Controlling for DNA dosage with Whole Genome Sequencing improves ATAC-seq peak calling
Controlling for DNA dosage with Whole Genome Sequencing improves ATAC-seq peak calling
Vroland, C.; Salma, M.; Zhigulev, A.; Sahlen, P.; Soler, E.; Brehelin, L.; Lecellier, C.-H.
AbstractThe Assay for Transposase-Accessible Chromatin using sequencing (ATAC-seq) is a scalable and sensitive method for profiling chromatin accessibility, enabling the identification of cis-regulatory elements (CREs) that govern gene expression in diverse cellular contexts.

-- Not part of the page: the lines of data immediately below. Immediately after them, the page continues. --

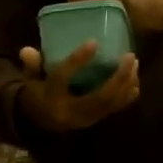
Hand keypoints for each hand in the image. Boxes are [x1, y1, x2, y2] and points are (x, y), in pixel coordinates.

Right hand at [16, 43, 138, 132]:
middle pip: (99, 96)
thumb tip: (27, 50)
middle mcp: (70, 111)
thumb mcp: (30, 78)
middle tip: (129, 56)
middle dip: (117, 77)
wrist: (40, 121)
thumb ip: (31, 65)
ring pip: (110, 104)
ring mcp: (85, 119)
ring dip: (125, 84)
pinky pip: (113, 109)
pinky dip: (126, 96)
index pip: (63, 78)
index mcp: (51, 97)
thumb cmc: (38, 93)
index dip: (77, 60)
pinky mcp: (94, 120)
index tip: (94, 42)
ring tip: (134, 63)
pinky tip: (135, 81)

Although ATAC-seq is routinely applied to both bulk and single-cell samples, we reveal that its peak calling process is compromised by local biases in DNA dosage, arising not only from copy number variations (CNVs) but also from DNA replication timing (RT). These biases can distort read coverage and compromise peak detection accuracy. As part of the FANTOM consortium's efforts to elucidate genomic regulation, we propose enhancing the MACS pipeline by integrating whole-genome sequencing (WGS) data to account for local DNA dosage effects, analogous to the use of input controls in ChIP-seq analyses. By incorporating WGS data, we demonstrate an increase in both the number and width of ATAC peaks, with improved proximity to transcription start sites (TSSs). WGS-controlled ATAC peaks exhibit canonical CRE epigenetic marks and are enriched for trait- and disease-associated genetic variants. Furthermore, the number of WGS-controlled peaks correlates more strongly with gene expression levels compared to peaks called without WGS control. Collectively, these results demonstrate that integrating WGS as a control significantly enhances the accuracy of ATAC-seq peak calling. Critically, we show that even low-depth WGS data is sufficient to improve peak calling performance, making this approach both cost-effective and readily adoptable for routine analyses. To ensure accessibility and reproducibility, we implemented this method as an open-source Nextflow pipeline. By challenging the assumption of uniform genomic visibility, our approach also holds broad implications for other DNA sequencing-based technologies.